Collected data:
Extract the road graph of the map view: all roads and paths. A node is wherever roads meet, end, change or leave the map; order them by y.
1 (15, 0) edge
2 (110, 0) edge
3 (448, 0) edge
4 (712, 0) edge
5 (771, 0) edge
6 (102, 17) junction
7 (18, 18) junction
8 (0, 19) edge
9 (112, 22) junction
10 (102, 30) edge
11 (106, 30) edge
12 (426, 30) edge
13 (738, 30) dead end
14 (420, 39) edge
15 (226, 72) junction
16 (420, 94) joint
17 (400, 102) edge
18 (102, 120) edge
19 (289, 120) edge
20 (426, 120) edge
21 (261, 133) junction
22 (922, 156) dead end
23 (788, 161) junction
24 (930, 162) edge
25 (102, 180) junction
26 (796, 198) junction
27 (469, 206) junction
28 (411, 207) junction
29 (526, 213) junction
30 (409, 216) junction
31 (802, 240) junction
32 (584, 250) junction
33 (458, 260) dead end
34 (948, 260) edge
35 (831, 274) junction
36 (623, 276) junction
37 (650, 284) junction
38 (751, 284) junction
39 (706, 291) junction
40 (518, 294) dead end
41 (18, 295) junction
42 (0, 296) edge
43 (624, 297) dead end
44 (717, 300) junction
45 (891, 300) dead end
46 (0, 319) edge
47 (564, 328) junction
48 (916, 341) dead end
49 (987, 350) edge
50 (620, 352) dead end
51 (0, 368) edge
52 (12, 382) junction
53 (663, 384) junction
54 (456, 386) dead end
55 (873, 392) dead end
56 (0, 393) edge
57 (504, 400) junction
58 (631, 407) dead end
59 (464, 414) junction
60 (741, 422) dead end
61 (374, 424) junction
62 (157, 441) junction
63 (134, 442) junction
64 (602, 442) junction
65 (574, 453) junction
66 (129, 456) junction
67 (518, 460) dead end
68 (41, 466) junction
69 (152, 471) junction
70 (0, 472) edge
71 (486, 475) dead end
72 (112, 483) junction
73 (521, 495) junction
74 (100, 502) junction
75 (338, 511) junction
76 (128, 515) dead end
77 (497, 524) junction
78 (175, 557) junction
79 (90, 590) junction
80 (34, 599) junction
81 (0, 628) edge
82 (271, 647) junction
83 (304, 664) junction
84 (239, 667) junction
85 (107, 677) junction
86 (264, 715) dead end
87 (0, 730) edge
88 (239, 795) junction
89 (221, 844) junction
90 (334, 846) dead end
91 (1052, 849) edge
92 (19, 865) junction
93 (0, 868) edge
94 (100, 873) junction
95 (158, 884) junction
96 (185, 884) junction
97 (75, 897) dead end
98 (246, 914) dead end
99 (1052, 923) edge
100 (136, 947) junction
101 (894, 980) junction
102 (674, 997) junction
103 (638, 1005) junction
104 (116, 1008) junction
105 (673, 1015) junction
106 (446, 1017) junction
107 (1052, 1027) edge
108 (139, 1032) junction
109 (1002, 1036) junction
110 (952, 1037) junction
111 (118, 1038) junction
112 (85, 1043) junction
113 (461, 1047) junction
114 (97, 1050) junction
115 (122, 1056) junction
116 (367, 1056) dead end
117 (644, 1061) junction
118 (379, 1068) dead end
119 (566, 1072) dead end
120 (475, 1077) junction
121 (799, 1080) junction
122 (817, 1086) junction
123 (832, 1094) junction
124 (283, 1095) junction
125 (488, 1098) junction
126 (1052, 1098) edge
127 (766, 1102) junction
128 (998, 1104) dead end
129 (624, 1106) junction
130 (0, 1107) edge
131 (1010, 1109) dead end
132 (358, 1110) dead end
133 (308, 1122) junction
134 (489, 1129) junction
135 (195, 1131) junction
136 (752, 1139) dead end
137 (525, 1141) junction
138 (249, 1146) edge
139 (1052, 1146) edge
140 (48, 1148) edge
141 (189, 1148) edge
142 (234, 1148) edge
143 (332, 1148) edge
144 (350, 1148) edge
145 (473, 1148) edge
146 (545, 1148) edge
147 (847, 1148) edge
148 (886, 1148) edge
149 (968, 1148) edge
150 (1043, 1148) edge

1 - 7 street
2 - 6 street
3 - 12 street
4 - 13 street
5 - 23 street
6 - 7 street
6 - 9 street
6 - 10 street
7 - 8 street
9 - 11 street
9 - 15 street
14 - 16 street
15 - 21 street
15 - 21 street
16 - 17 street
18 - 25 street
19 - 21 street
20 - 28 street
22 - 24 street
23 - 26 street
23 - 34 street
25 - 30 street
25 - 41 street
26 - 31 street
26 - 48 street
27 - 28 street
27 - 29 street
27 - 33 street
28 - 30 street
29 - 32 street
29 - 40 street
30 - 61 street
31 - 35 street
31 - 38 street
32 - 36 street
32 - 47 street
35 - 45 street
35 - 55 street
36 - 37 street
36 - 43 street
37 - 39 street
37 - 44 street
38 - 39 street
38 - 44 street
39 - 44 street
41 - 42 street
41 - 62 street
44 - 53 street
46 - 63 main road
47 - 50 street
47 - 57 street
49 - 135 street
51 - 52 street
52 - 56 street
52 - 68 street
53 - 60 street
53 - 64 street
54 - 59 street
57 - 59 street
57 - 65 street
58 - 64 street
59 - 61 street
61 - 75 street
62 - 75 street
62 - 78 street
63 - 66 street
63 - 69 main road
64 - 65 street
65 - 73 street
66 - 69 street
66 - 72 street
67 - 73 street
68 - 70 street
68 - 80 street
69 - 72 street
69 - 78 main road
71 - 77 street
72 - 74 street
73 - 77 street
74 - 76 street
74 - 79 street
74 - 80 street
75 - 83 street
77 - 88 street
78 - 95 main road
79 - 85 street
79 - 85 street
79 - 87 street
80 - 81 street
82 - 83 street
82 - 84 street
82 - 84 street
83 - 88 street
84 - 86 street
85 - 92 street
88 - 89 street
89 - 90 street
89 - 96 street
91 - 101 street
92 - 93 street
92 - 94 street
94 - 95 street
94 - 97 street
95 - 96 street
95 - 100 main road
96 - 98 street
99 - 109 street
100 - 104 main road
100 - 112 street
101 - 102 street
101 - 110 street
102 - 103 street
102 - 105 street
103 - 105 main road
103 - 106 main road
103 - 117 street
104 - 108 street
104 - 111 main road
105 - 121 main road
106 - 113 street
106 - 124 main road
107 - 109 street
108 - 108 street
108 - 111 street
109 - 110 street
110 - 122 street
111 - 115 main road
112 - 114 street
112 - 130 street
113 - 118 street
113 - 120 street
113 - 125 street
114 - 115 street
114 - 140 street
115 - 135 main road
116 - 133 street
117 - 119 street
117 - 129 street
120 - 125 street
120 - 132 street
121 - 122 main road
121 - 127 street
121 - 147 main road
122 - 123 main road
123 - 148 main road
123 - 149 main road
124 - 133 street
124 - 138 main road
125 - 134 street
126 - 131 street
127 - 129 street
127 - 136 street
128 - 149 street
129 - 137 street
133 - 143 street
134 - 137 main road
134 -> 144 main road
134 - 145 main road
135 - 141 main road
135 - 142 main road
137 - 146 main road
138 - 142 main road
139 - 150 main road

→ Task goal
Please transcribe each of the entries, exactly as written.

→ Written response
Extract the road graph of the map view: all roads and paths. A node is wherever roads meet, end, change or leave the map; order them by y.
1 (15, 0) edge
2 (110, 0) edge
3 (448, 0) edge
4 (712, 0) edge
5 (771, 0) edge
6 (102, 17) junction
7 (18, 18) junction
8 (0, 19) edge
9 (112, 22) junction
10 (102, 30) edge
11 (106, 30) edge
12 (426, 30) edge
13 (738, 30) dead end
14 (420, 39) edge
15 (226, 72) junction
16 (420, 94) joint
17 (400, 102) edge
18 (102, 120) edge
19 (289, 120) edge
20 (426, 120) edge
21 (261, 133) junction
22 (922, 156) dead end
23 (788, 161) junction
24 (930, 162) edge
25 (102, 180) junction
26 (796, 198) junction
27 (469, 206) junction
28 (411, 207) junction
29 (526, 213) junction
30 (409, 216) junction
31 (802, 240) junction
32 (584, 250) junction
33 (458, 260) dead end
34 (948, 260) edge
35 (831, 274) junction
36 (623, 276) junction
37 (650, 284) junction
38 (751, 284) junction
39 (706, 291) junction
40 (518, 294) dead end
41 (18, 295) junction
42 (0, 296) edge
43 (624, 297) dead end
44 (717, 300) junction
45 (891, 300) dead end
46 (0, 319) edge
47 (564, 328) junction
48 (916, 341) dead end
49 (987, 350) edge
50 (620, 352) dead end
51 (0, 368) edge
52 (12, 382) junction
53 (663, 384) junction
54 (456, 386) dead end
55 (873, 392) dead end
56 (0, 393) edge
57 (504, 400) junction
58 (631, 407) dead end
59 (464, 414) junction
60 (741, 422) dead end
61 (374, 424) junction
62 (157, 441) junction
63 (134, 442) junction
64 (602, 442) junction
65 (574, 453) junction
66 (129, 456) junction
67 (518, 460) dead end
68 (41, 466) junction
69 (152, 471) junction
70 (0, 472) edge
71 (486, 475) dead end
72 (112, 483) junction
73 (521, 495) junction
74 (100, 502) junction
75 (338, 511) junction
76 (128, 515) dead end
77 (497, 524) junction
78 (175, 557) junction
79 (90, 590) junction
80 (34, 599) junction
81 (0, 628) edge
82 (271, 647) junction
83 (304, 664) junction
84 (239, 667) junction
85 (107, 677) junction
86 (264, 715) dead end
87 (0, 730) edge
88 (239, 795) junction
89 (221, 844) junction
90 (334, 846) dead end
91 (1052, 849) edge
92 (19, 865) junction
93 (0, 868) edge
94 (100, 873) junction
95 (158, 884) junction
96 (185, 884) junction
97 (75, 897) dead end
98 (246, 914) dead end
99 (1052, 923) edge
100 (136, 947) junction
101 (894, 980) junction
102 (674, 997) junction
103 (638, 1005) junction
104 (116, 1008) junction
105 (673, 1015) junction
106 (446, 1017) junction
107 (1052, 1027) edge
108 (139, 1032) junction
109 (1002, 1036) junction
110 (952, 1037) junction
111 (118, 1038) junction
112 (85, 1043) junction
113 (461, 1047) junction
114 (97, 1050) junction
115 (122, 1056) junction
116 (367, 1056) dead end
117 (644, 1061) junction
118 (379, 1068) dead end
119 (566, 1072) dead end
120 (475, 1077) junction
121 (799, 1080) junction
122 (817, 1086) junction
123 (832, 1094) junction
124 (283, 1095) junction
125 (488, 1098) junction
126 (1052, 1098) edge
127 (766, 1102) junction
128 (998, 1104) dead end
129 (624, 1106) junction
130 (0, 1107) edge
131 (1010, 1109) dead end
132 (358, 1110) dead end
133 (308, 1122) junction
134 (489, 1129) junction
135 (195, 1131) junction
136 (752, 1139) dead end
137 (525, 1141) junction
138 (249, 1146) edge
139 (1052, 1146) edge
140 (48, 1148) edge
141 (189, 1148) edge
142 (234, 1148) edge
143 (332, 1148) edge
144 (350, 1148) edge
145 (473, 1148) edge
146 (545, 1148) edge
147 (847, 1148) edge
148 (886, 1148) edge
149 (968, 1148) edge
150 (1043, 1148) edge

1 - 7 street
2 - 6 street
3 - 12 street
4 - 13 street
5 - 23 street
6 - 7 street
6 - 9 street
6 - 10 street
7 - 8 street
9 - 11 street
9 - 15 street
14 - 16 street
15 - 21 street
15 - 21 street
16 - 17 street
18 - 25 street
19 - 21 street
20 - 28 street
22 - 24 street
23 - 26 street
23 - 34 street
25 - 30 street
25 - 41 street
26 - 31 street
26 - 48 street
27 - 28 street
27 - 29 street
27 - 33 street
28 - 30 street
29 - 32 street
29 - 40 street
30 - 61 street
31 - 35 street
31 - 38 street
32 - 36 street
32 - 47 street
35 - 45 street
35 - 55 street
36 - 37 street
36 - 43 street
37 - 39 street
37 - 44 street
38 - 39 street
38 - 44 street
39 - 44 street
41 - 42 street
41 - 62 street
44 - 53 street
46 - 63 main road
47 - 50 street
47 - 57 street
49 - 135 street
51 - 52 street
52 - 56 street
52 - 68 street
53 - 60 street
53 - 64 street
54 - 59 street
57 - 59 street
57 - 65 street
58 - 64 street
59 - 61 street
61 - 75 street
62 - 75 street
62 - 78 street
63 - 66 street
63 - 69 main road
64 - 65 street
65 - 73 street
66 - 69 street
66 - 72 street
67 - 73 street
68 - 70 street
68 - 80 street
69 - 72 street
69 - 78 main road
71 - 77 street
72 - 74 street
73 - 77 street
74 - 76 street
74 - 79 street
74 - 80 street
75 - 83 street
77 - 88 street
78 - 95 main road
79 - 85 street
79 - 85 street
79 - 87 street
80 - 81 street
82 - 83 street
82 - 84 street
82 - 84 street
83 - 88 street
84 - 86 street
85 - 92 street
88 - 89 street
89 - 90 street
89 - 96 street
91 - 101 street
92 - 93 street
92 - 94 street
94 - 95 street
94 - 97 street
95 - 96 street
95 - 100 main road
96 - 98 street
99 - 109 street
100 - 104 main road
100 - 112 street
101 - 102 street
101 - 110 street
102 - 103 street
102 - 105 street
103 - 105 main road
103 - 106 main road
103 - 117 street
104 - 108 street
104 - 111 main road
105 - 121 main road
106 - 113 street
106 - 124 main road
107 - 109 street
108 - 108 street
108 - 111 street
109 - 110 street
110 - 122 street
111 - 115 main road
112 - 114 street
112 - 130 street
113 - 118 street
113 - 120 street
113 - 125 street
114 - 115 street
114 - 140 street
115 - 135 main road
116 - 133 street
117 - 119 street
117 - 129 street
120 - 125 street
120 - 132 street
121 - 122 main road
121 - 127 street
121 - 147 main road
122 - 123 main road
123 - 148 main road
123 - 149 main road
124 - 133 street
124 - 138 main road
125 - 134 street
126 - 131 street
127 - 129 street
127 - 136 street
128 - 149 street
129 - 137 street
133 - 143 street
134 - 137 main road
134 -> 144 main road
134 - 145 main road
135 - 141 main road
135 - 142 main road
137 - 146 main road
138 - 142 main road
139 - 150 main road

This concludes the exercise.